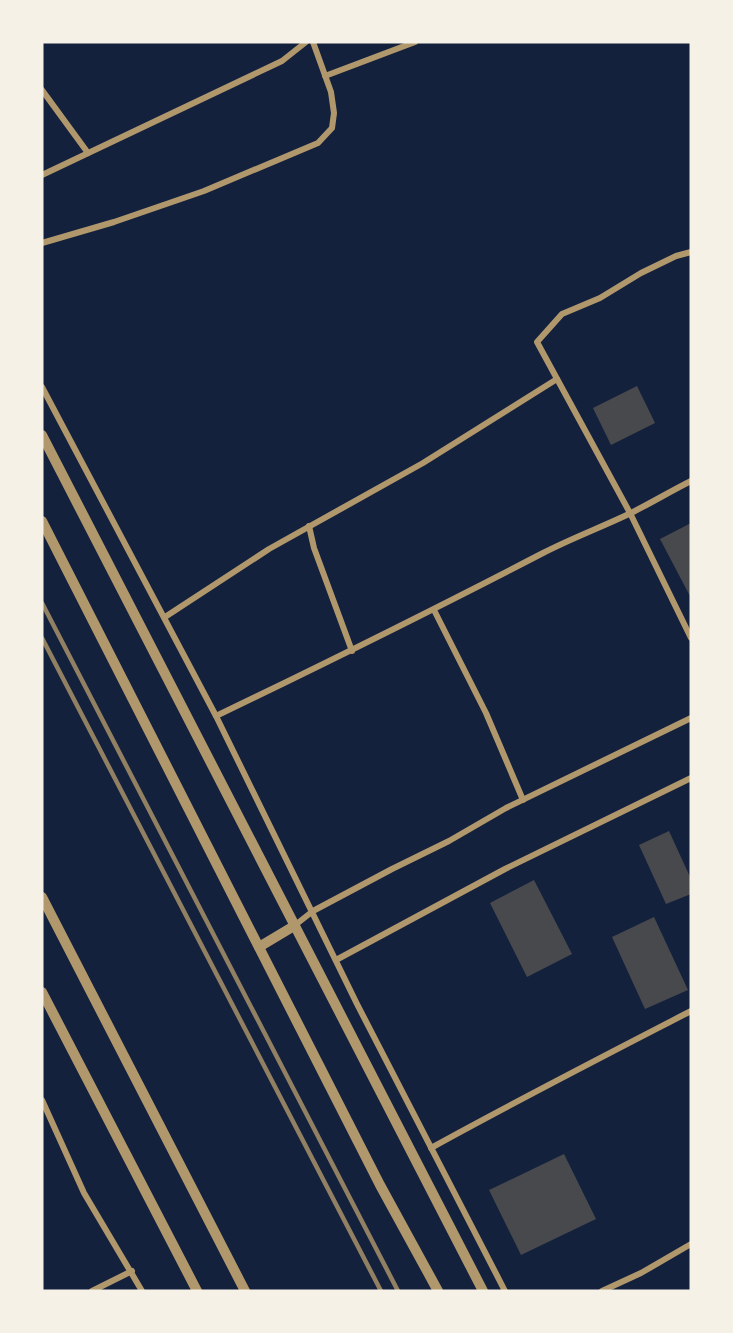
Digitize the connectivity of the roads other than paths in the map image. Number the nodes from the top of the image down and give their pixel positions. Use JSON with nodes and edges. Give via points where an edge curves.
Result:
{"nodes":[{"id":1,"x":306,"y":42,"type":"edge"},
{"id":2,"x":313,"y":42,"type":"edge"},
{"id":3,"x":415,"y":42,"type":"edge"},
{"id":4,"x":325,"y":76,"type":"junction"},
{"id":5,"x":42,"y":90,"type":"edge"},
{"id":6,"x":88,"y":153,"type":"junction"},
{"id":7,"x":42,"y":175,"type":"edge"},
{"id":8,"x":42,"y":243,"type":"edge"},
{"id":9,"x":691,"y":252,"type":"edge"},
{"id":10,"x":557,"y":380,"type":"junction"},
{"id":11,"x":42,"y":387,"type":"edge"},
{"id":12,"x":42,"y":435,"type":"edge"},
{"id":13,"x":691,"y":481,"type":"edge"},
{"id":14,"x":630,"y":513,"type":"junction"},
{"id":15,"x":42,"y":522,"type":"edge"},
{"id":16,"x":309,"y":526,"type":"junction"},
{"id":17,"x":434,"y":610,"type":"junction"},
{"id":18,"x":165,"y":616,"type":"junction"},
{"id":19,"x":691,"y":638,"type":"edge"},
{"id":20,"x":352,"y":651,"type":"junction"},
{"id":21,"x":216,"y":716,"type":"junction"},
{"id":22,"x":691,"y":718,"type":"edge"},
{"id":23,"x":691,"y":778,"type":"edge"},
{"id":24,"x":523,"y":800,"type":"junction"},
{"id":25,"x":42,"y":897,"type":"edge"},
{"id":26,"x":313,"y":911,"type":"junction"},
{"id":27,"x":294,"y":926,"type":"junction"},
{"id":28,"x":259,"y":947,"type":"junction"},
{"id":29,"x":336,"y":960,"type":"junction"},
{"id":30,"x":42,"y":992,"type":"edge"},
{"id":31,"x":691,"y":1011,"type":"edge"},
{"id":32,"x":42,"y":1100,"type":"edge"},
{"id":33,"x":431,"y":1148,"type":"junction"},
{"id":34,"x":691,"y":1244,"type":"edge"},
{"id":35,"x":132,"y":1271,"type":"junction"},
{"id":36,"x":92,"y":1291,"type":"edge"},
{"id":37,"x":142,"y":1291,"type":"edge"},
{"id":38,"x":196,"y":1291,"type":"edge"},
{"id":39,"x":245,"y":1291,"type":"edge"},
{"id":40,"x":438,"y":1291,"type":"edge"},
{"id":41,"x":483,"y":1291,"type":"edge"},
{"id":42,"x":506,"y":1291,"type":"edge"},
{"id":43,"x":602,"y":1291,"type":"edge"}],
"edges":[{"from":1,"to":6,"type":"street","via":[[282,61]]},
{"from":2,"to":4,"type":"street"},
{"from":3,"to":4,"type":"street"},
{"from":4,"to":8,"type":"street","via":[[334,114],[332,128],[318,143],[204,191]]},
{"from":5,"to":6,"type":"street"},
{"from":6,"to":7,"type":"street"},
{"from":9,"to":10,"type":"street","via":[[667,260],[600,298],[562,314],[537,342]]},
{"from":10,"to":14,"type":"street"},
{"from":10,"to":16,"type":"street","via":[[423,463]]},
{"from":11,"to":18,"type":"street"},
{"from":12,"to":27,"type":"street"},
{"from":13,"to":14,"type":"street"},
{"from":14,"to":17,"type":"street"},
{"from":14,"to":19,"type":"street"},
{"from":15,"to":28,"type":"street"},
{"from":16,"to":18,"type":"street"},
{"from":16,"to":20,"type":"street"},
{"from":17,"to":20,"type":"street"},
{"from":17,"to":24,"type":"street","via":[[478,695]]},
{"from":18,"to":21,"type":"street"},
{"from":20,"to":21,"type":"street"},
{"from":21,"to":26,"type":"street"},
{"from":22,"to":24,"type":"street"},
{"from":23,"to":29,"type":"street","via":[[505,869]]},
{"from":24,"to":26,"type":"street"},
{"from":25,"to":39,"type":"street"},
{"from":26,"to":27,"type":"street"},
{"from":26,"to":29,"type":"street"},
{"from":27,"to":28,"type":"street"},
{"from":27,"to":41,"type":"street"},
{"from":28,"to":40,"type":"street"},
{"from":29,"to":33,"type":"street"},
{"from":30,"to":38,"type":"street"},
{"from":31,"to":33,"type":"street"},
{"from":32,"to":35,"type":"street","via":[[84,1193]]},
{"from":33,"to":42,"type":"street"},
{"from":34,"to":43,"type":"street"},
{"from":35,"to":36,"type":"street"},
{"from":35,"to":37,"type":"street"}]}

...

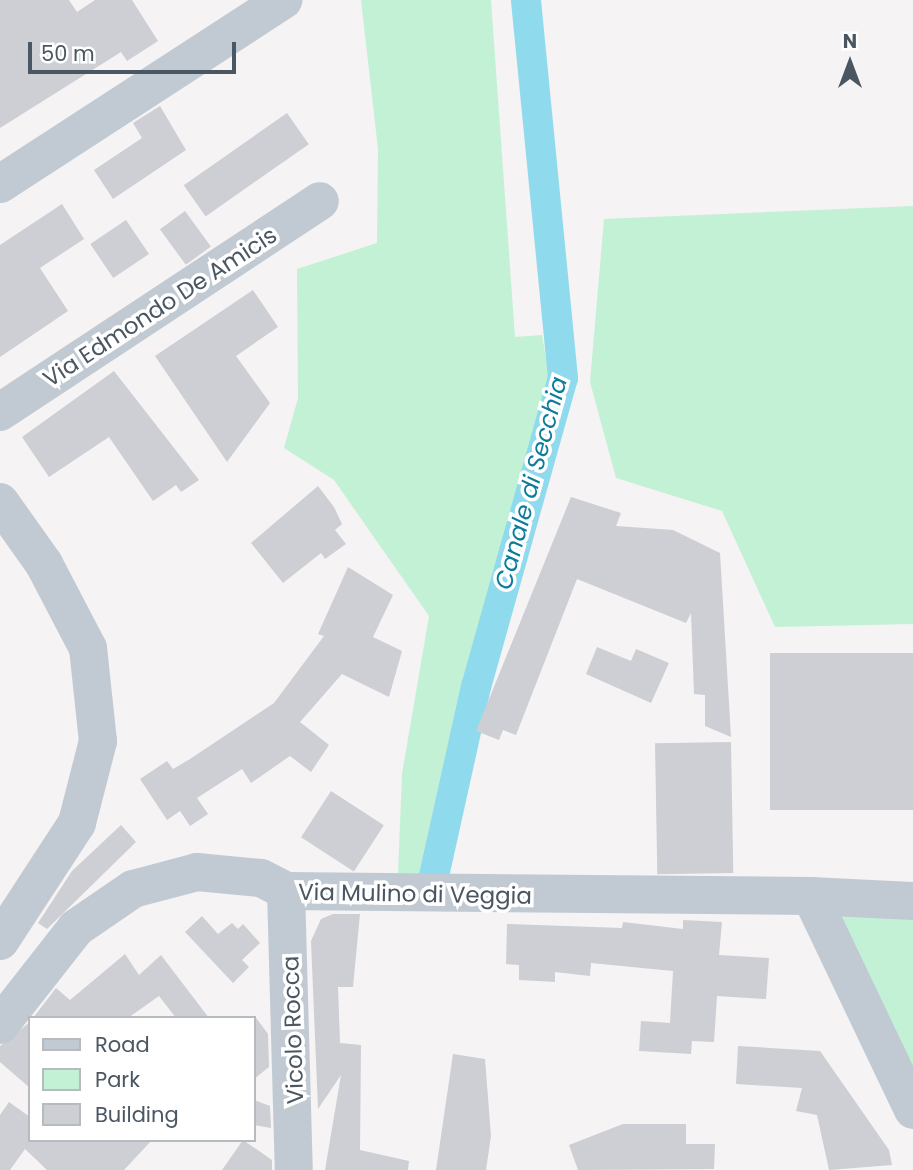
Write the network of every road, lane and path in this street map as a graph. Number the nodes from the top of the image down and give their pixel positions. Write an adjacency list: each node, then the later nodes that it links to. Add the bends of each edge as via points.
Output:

◆ About this exercise
Copy, from the material, each line that holds the string "Number".

◆ Problem solution
Digitize the connectivity of the roads other than paths in the map image. Number the nodes from the top of the image down and give their pixel positions. Use JSON with nodes and edges. Give via points where an edge curves.
Write the network of every road, lane and path in this street map as a graph. Number the nodes from the top of the image down and give their pixel positions. Write an adjacency list: each node, then the later nodes that it links to. Add the bends of each edge as via points.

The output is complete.